Stèle redécouverte à houat

Chargé de la restauration d’une des dernières ruines du village, José Ferreira (l’entrepreneur de Houat) la vidait des ses gravats quand, enfouie parmi les décombres une pierre étonnante lui est apparue. Cette pierre est en granit beige d’apparence semblable à la pierre du pays, haute de 0,80 m sur une base octogonale de 0,30 m de diamètre. Deux croix sont gravées sur deux faces opposées ; les branches du bas évasées pourraient suggérer une forme d’hermine.
   Cette découverte est très intéressante et José peut être remercié pour sa vigilance dans son travail ! Nous connaissions cette pierre par un témoignage photographique de St-Just Péquart daté de 1924, avec l’intitulée « Lech à l’entrée du cimetière ». La photo est en pièce jointe et aussi reproduite p. 176 du numéro spécial de La Revue des deux îles consacré aux Péquart (n° 4 - 2007). Mais nous ignorions ce que ce « lech » était devenu !
   Lech est l’ancien nom utilisé pour désigner les stèles gauloises qui marquaient l’emplacement de sépultures vers le 5e siècle av. J.- C. Souvent déplacées, elles ont également souvent été christianisées par l’ajout de croix. Cet intitulé de St-Just Péquart dans son cahier ne laisse pas de doute quant à son jugement sur la nature de cette pierre. Une expertise actuelle par un archéologue sera néanmoins nécessaire pour confirmer son statut.

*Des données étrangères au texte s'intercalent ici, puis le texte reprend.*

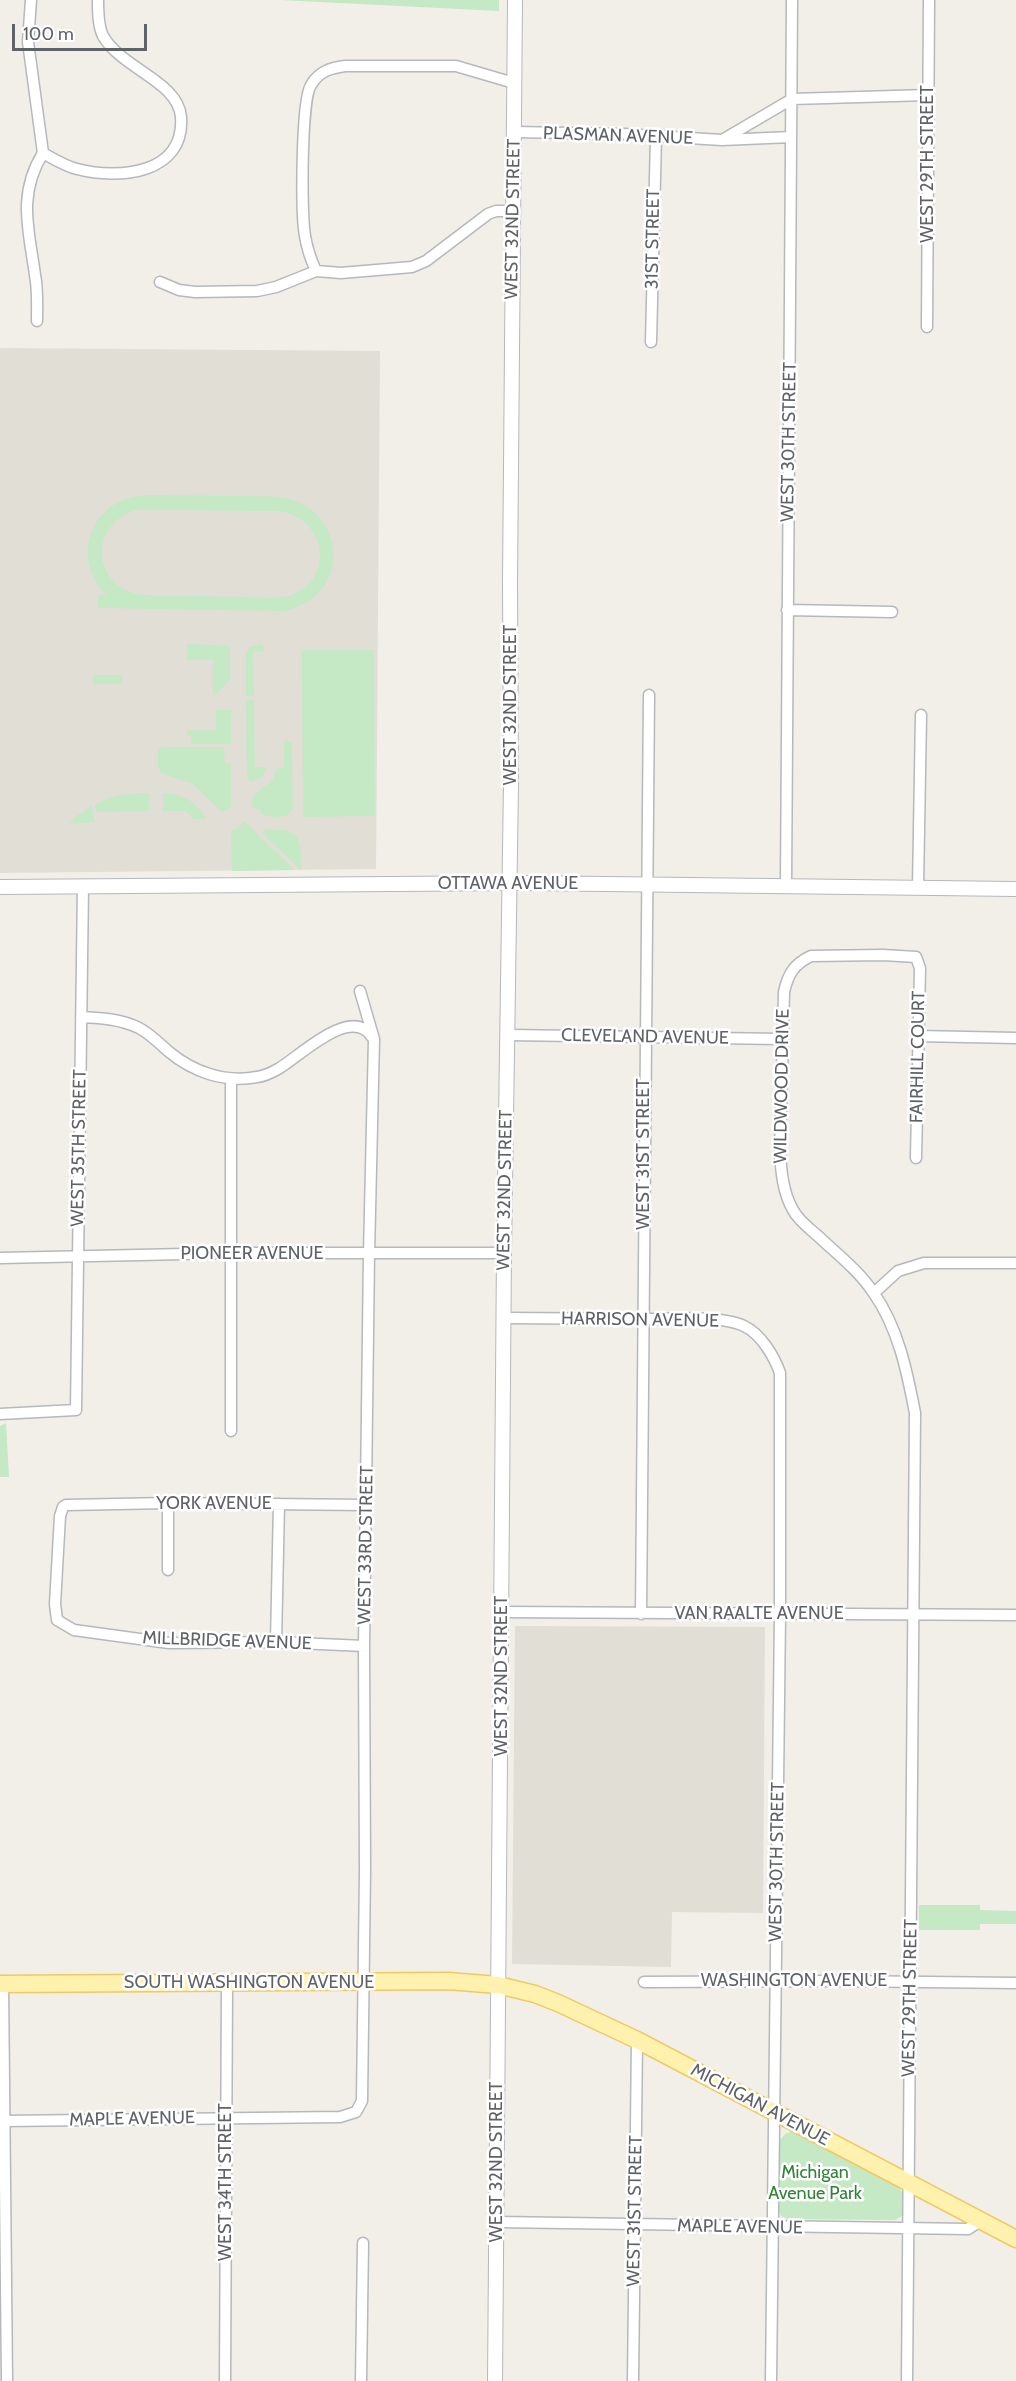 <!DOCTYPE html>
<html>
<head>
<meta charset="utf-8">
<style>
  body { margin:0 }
  #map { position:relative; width:1016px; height:2381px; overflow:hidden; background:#f1efe8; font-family:Cabin,sans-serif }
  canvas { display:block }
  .scale { position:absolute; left:12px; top:24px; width:135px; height:27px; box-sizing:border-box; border:3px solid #5f6368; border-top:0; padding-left:8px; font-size:18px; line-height:21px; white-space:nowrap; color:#5f6368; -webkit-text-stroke:4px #fff; paint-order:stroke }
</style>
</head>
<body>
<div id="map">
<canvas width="1016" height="2381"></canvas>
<div class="scale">100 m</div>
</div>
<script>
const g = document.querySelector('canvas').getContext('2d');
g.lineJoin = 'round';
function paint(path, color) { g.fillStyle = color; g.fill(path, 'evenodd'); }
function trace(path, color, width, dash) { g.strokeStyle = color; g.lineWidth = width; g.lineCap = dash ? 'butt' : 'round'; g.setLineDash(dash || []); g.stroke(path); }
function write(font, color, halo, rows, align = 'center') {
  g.font = font + ' Cabin,sans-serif'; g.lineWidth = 5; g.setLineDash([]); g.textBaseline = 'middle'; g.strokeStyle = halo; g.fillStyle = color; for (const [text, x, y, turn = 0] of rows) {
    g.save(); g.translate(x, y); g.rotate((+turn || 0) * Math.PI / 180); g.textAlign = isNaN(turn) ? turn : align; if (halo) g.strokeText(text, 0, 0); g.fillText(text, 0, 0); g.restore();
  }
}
paint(new Path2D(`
  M0 348 380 351 376 869 0 873Z
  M515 1626 765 1627 763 1913 672 1912 671 1967 512 1964Z`), '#e1ded6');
paint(new Path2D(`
  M280 0H499V11Z
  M146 495C178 495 210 496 242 496 260 497 280 494 296 501 324 511 340 543 331 572 324 593 306 606 284 611L98 608V595H107C68 557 92 498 146 495ZM137 510 278 511C325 516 337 579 291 595 276 600 257 597 241 597 208 596 176 596 144 595 91 589 87 523 137 510Z
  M187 644 230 646V680L213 696V660H187Z
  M261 644 264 647V651L253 652 254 696H246V653L250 647Z
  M302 650H374L375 816 303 817Z
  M93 675H122V684H93Z
  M246 700H254L255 767H264L266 769 261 778 252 782 247 778Z
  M216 710H231V744H191V736H187V730H216Z
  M284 740 292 742 293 809C287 820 272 818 262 814L260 809 254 808 252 801C257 786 275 786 276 769L284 767Z
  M162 747H224L225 763H231V807L222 812 193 784 161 773 158 767V751Z
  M149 793V811L96 812 95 805C113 794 129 793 149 793Z
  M163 793C180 793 199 803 206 819H193L186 811H163Z
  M92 806 95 822 70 824 75 817Z
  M243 822H245L295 870 232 871 231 831 240 827Z
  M264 829C271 830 277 830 284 830 304 833 301 855 301 870L262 833Z
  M6 1423 9 1477H0V1426Z
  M919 1905H980V1910L1016 1911V1924H980V1930H919Z
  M791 2132 797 2133 897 2185 904 2195 902 2216 895 2220 788 2219 781 2216 779 2210 780 2140 785 2134Z`), '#c5e8c5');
const minor = new Path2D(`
  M31 0 28 42 43 153C17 195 29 230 35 275 38 290 37 305 37 321
  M514 132 624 134 722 140 791 137
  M722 140 792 99 928 95
  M43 153C54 159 65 166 77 169 119 180 185 174 181 117 178 81 122 69 103 36 98 26 98 11 98 0
  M316 271C311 260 307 248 305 236 301 215 301 100 311 85 319 71 331 68 345 66H456L514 83
  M160 282 179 290 195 292 257 291 276 287 316 271 341 273 412 267 426 261 488 214 496 211H513
  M927 327 929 0
  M651 342 656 137
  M787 610 892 612
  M786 885 792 0
  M918 887 921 715
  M81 1017C101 1018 121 1019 139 1028 149 1033 159 1043 168 1051 193 1072 224 1083 257 1077 264 1076 271 1073 278 1069 298 1058 351 1004 372 1037
  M509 1035 781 1039
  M917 1036 1016 1038
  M0 1258 231 1253H504
  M874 1293 898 1271 924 1263H1016
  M503 1318C550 1318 596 1319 643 1319 669 1319 721 1315 744 1326 761 1334 774 1356 780 1373V1614L771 2381
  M0 1414 76 1410 83 886
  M231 1431V1079
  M168 1570V1503
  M502 1612 1016 1615
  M641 1614 649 695
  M276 1642 279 1504
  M364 1646 276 1642 169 1643 74 1630 57 1620 55 1604 60 1516 63 1507 66 1505 168 1503 366 1505
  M644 1982 836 1981 1016 1983
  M3 1984 7 2381
  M4 2121 340 2117 356 2112 362 2101 365 1870 364 1646 369 1254 374 1039 360 991
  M497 2222 968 2229 980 2221
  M225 2381 227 1984
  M361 2381 363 2243
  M633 2381 637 2040
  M907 2381 915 1413C907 1371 898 1327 873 1292 858 1270 837 1254 818 1236 810 1229 798 1220 793 1210 783 1193 781 1171 780 1152L784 992C788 974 794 964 811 956L883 955 916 957 920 968 916 1158`);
const tertiary = new Path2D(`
  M0 887 523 883 1016 889
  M495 2381 504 1253 511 783 510 583 515 0`);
const primary = new Path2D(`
  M0 1984 448 1981 498 1985 535 1994 558 2003 637 2040 1016 2239`);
trace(minor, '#b5b8bc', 13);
trace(tertiary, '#b5b8bc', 16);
trace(primary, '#f2c960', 19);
trace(minor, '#fff', 10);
trace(tertiary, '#fff', 14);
trace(primary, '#fff2af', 16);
write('18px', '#5f6368', '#fff', [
  ["PLASMAN AVENUE",618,136,2],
  ["WEST 29TH STREET",928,164,-90],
  ["WEST 32ND STREET",513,219,-89],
  ["31ST STREET",653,239,-89],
  ["WEST 30TH STREET",789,442,-89],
  ["WEST 32ND STREET",511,705,-90],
  ["OTTAWA AVENUE",508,884],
  ["CLEVELAND AVENUE",645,1037,1],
  ["FAIRHILL COURT",918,1057,-89],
  ["WILDWOOD DRIVE",782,1086,-89],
  ["WEST 35TH STREET",79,1148,-89],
  ["WEST 31ST STREET",644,1154,-90],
  ["WEST 32ND STREET",505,1190,-89],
  ["PIONEER AVENUE",252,1254],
  ["HARRISON AVENUE",640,1320,1],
  ["YORK AVENUE",214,1504],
  ["WEST 33RD STREET",366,1545,-89],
  ["VAN RAALTE AVENUE",759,1614],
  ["MILLBRIDGE AVENUE",227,1641,2],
  ["WEST 32ND STREET",502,1676,-90],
  ["WEST 30TH STREET",777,1862,-89],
  ["WASHINGTON AVENUE",794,1981],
  ["SOUTH WASHINGTON AVENUE",249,1983],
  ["WEST 29TH STREET",910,1998,-89],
  ["MICHIGAN AVENUE",760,2105,28],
  ["MAPLE AVENUE",132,2119,-1],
  ["WEST 32ND STREET",497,2162,-90],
  ["WEST 34TH STREET",226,2182,-90],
  ["WEST 31ST STREET",635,2211,-89],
  ["MAPLE AVENUE",740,2227,1]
]);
write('18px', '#348238', '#fff', [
  ["Michigan",815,2173],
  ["Avenue Park",815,2194]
]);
</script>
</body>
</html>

   Les anciens houatais ne semblent pas se souvenir de cette pierre à l’entrée du cimetière, telle que la montre la photo Péquart, ni de son retrait, ni même de son existence. La maison où elle a été retrouvée située dans le Radgel, étroite rue du village de Houat, appartenait à Bernard Le Roux jusque dans les années trente. Puis Marguerite et Augustine (nées Le Fur) en ont hérité et elle appartient aujourd’hui à Benoît Parent qui la fait restaurer. Augustine a utilisé ce logement désaffecté comme étable jusque dans les années 60 ; elle a confié à Jean Cogez : « je l’aurai remarquée si elle s’y était trouvée ! ». Comment et quand cette pierre est arrivée là reste un mystère.
   Souhaitons que maintenant qu’elle a été redécouverte, elle retrouve sa place près du portail à l’entrée du cimetière, puisque c’était là sa vocation initiale de stèle funéraire.